【本のご紹介】関口涼子 「ベイルート961時間(とそれに伴う321皿の料理)」
関口涼子 「ベイルート961時間(とそれに伴う321皿の料理)」 (講談社 2022年)
著者の関口氏は、作家・詩人・翻訳家。日仏両語で作品を発表し、さまざまな賞を得ているという。本書も、仏語で出版したものを、著者自ら日本語に訳し直し出版したもの。私自身は、昨年末の朝日新聞の書評特集で知った本である。
レバノンの首都ベイルートに、2018年4月6日から5月15日まで滞在し、料理を手掛かりに街と人々、歴史を描写する。時に著者自身の過去の記憶も回顧され、街と人々へのまなざしと混ざり合う。
奇しくも著者の滞在の直後、レバノンでは積年の鬱積が爆発するように反政府デモが頻発、コロナ禍や港湾施設での大爆発などもあり、混沌とした情勢となっていうという。しかしその地で暮らす人々はたくましく寛容だ。著者も先々で歓迎されたようだし、食べることに愛着が強く、戦下でむしろ肥えた人もいるという。

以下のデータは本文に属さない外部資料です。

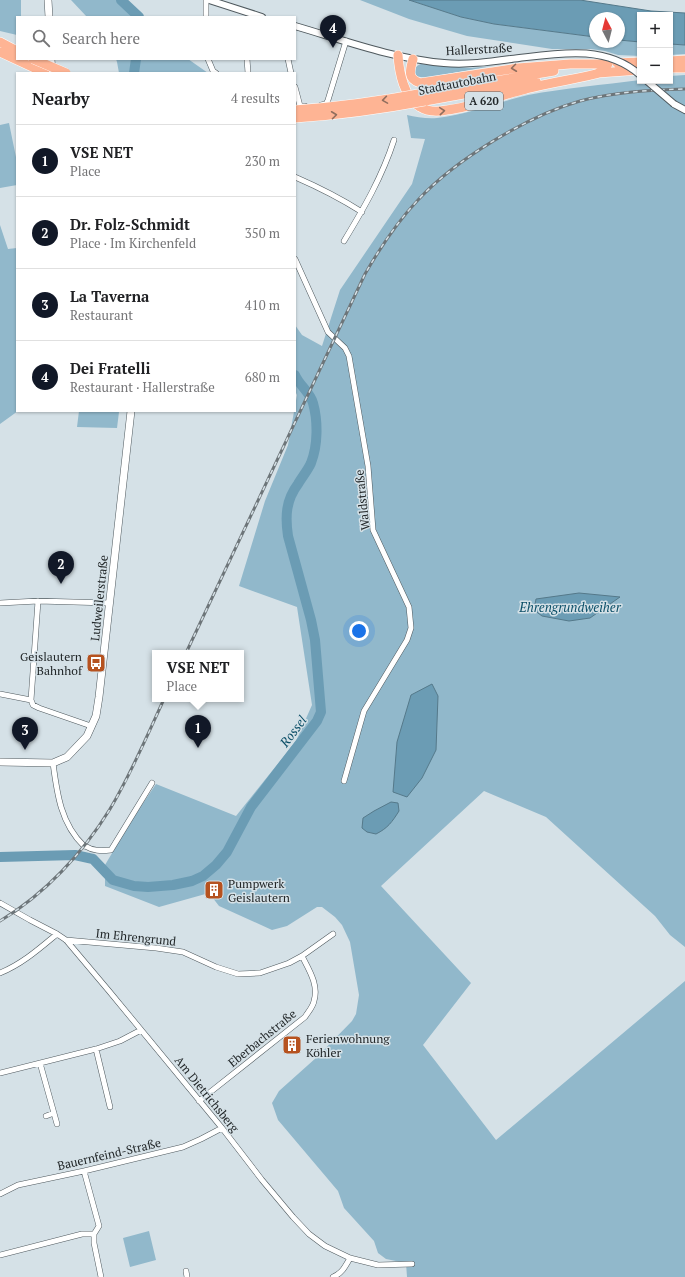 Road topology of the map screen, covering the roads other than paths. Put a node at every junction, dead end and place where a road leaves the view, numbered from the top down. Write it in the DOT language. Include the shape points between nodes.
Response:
graph roads {
  1 [pos="48,0"];
  2 [pos="208,0"];
  3 [pos="246,15"];
  4 [pos="49,16"];
  5 [pos="206,16"];
  6 [pos="296,26"];
  7 [pos="346,41"];
  8 [pos="2,48"];
  9 [pos="16,51"];
  10 [pos="398,55"];
  11 [pos="16,56"];
  12 [pos="413,59"];
  13 [pos="23,60"];
  14 [pos="36,60"];
  15 [pos="51,60"];
  16 [pos="208,60"];
  17 [pos="247,60"];
  18 [pos="288,60"];
  19 [pos="685,60"];
  20 [pos="673,61"];
  21 [pos="637,63"];
  22 [pos="606,68"];
  23 [pos="673,68"];
  24 [pos="685,68"];
  25 [pos="637,70"];
  26 [pos="43,72"];
  27 [pos="52,72"];
  28 [pos="64,72"];
  29 [pos="214,72"];
  30 [pos="248,72"];
  31 [pos="291,72"];
  32 [pos="637,73"];
  33 [pos="651,84"];
  34 [pos="296,93"];
  35 [pos="425,97"];
  36 [pos="298,108"];
  37 [pos="685,110"];
  38 [pos="296,118"];
  39 [pos="394,140"];
  40 [pos="296,177"];
  41 [pos="362,212"];
  42 [pos="344,241"];
  43 [pos="296,261"];
  44 [pos="131,412"];
  45 [pos="38,601"];
  46 [pos="0,602"];
  47 [pos="109,603"];
  48 [pos="0,694"];
  49 [pos="31,700"];
  50 [pos="91,726"];
  51 [pos="0,762"];
  52 [pos="52,763"];
  53 [pos="344,781"];
  54 [pos="152,783"];
  55 [pos="0,903"];
  56 [pos="57,934"];
  57 [pos="333,934"];
  58 [pos="66,940"];
  59 [pos="302,956"];
  60 [pos="0,973"];
  61 [pos="141,1030"];
  62 [pos="96,1049"];
  63 [pos="40,1063"];
  64 [pos="0,1073"];
  65 [pos="199,1101"];
  66 [pos="110,1106"];
  67 [pos="54,1113"];
  68 [pos="46,1116"];
  69 [pos="56,1124"];
  70 [pos="222,1128"];
  71 [pos="84,1171"];
  72 [pos="0,1194"];
  73 [pos="94,1234"];
  74 [pos="0,1255"];
  75 [pos="350,1258"];
  76 [pos="412,1264"];
  77 [pos="101,1277"];
  78 [pos="333,1277"];
  1 -- 4 [label="main road"];
  2 -- 3 [label="street"];
  2 -- 5 [label="street"];
  6 -- 7 [label="street, Hallerstraße"];
  7 -- 10 [label="street, Hallerstraße"];
  7 -- 36 [label="street" via="326,104"];
  8 -- 9 [label="highway"];
  8 -- 11 [label="highway"];
  10 -- 12 [label="street, Hallerstraße"];
  10 -- 22 [label="highway, A 620, one-way" via="408,94 419,107 431,111 448,110"];
  22 -- 12 [label="highway, one-way" via="570,64 518,68 420,83 411,78"];
  12 -- 32 [label="street, Hallerstraße, bridge" via="465,64 583,52 612,58"];
  13 -- 26 [label="highway"];
  14 -- 28 [label="highway, bridge"];
  15 -- 27 [label="main road"];
  16 -- 29 [label="street"];
  17 -- 30 [label="street"];
  18 -- 31 [label="street"];
  19 -- 20 [label="highway"];
  21 -- 22 [label="highway, A 620"];
  22 -- 25 [label="highway, Stadtautobahn / A 620"];
  22 -- 35 [label="highway, Stadtautobahn / A 620"];
  23 -- 24 [label="highway"];
  33 -- 37 [label="street, bridge"];
  34 -- 36 [label="street"];
  35 -- 36 [label="highway, A 620, one-way, bridge" via="326,108"];
  38 -- 35 [label="highway, Stadtautobahn / A 620, one-way, bridge" via="360,112"];
  39 -- 41 [label="street" via="378,182"];
  40 -- 41 [label="street" via="342,199"];
  41 -- 42 [label="street"];
  43 -- 53 [label="street, Waldstraße" via="328,332 345,348 349,356 368,466 373,530 409,607 411,628 407,640 364,711"];
  44 -- 47 [label="main road, Ludweilerstraße"];
  45 -- 46 [label="street"];
  45 -- 47 [label="street"];
  45 -- 49 [label="street"];
  47 -- 50 [label="main road, Ludweilerstraße" via="99,697 96,716"];
  48 -- 49 [label="street"];
  49 -- 50 [label="street" via="33,705 39,708"];
  50 -- 52 [label="main road, Ludweilerstraße" via="87,736 67,757"];
  51 -- 52 [label="main road, Ludweilerstraße"];
  52 -- 54 [label="street" via="56,791 64,817 84,846 91,850 111,850"];
  55 -- 56 [label="street, Am Dietrichsberg"];
  56 -- 58 [label="street, Am Dietrichsberg"];
  56 -- 60 [label="street" via="13,968"];
  57 -- 59 [label="street, Im Ehrengrund"];
  58 -- 59 [label="street, Im Ehrengrund" via="184,952 238,974 260,973"];
  58 -- 61 [label="street, Am Dietrichsberg"];
  59 -- 65 [label="street, Eberbachstraße" via="313,978 315,989 314,1001 305,1017"];
  61 -- 62 [label="street"];
  61 -- 65 [label="street, Am Dietrichsberg"];
  62 -- 63 [label="street"];
  62 -- 66 [label="street"];
  63 -- 64 [label="street"];
  63 -- 67 [label="street"];
  65 -- 70 [label="street, Am Dietrichsberg"];
  67 -- 68 [label="street"];
  67 -- 69 [label="street"];
  70 -- 71 [label="street, Bauernfeind-Straße" via="183,1146"];
  70 -- 75 [label="street, Am Dietrichsberg" via="262,1180 309,1234 325,1246"];
  71 -- 72 [label="street, Bauernfeind-Straße" via="18,1185"];
  71 -- 73 [label="street" via="99,1226"];
  73 -- 74 [label="street" via="82,1234"];
  73 -- 77 [label="street"];
  75 -- 76 [label="street, Am Dietrichsberg" via="378,1265"];
  75 -- 78 [label="street" via="344,1270"];
}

著者が描くカタストロフィ前夜のベイルートは、タレントのタモリ氏が「戦前」と表現し、つい10年ほど前に別の大きなカタストロフィを経験した日本のあり様とも重なり合う。
読み始めは茫洋としてつかみにくいメッセージも、次第に像を結んでくる。著者の言葉をそのまま借りれば、その人のために作ったものを両手で差し出すような暮らしを、心がけたい。そして差し出された手もまた受け入れたい。ベイルートの人々がそうだったように。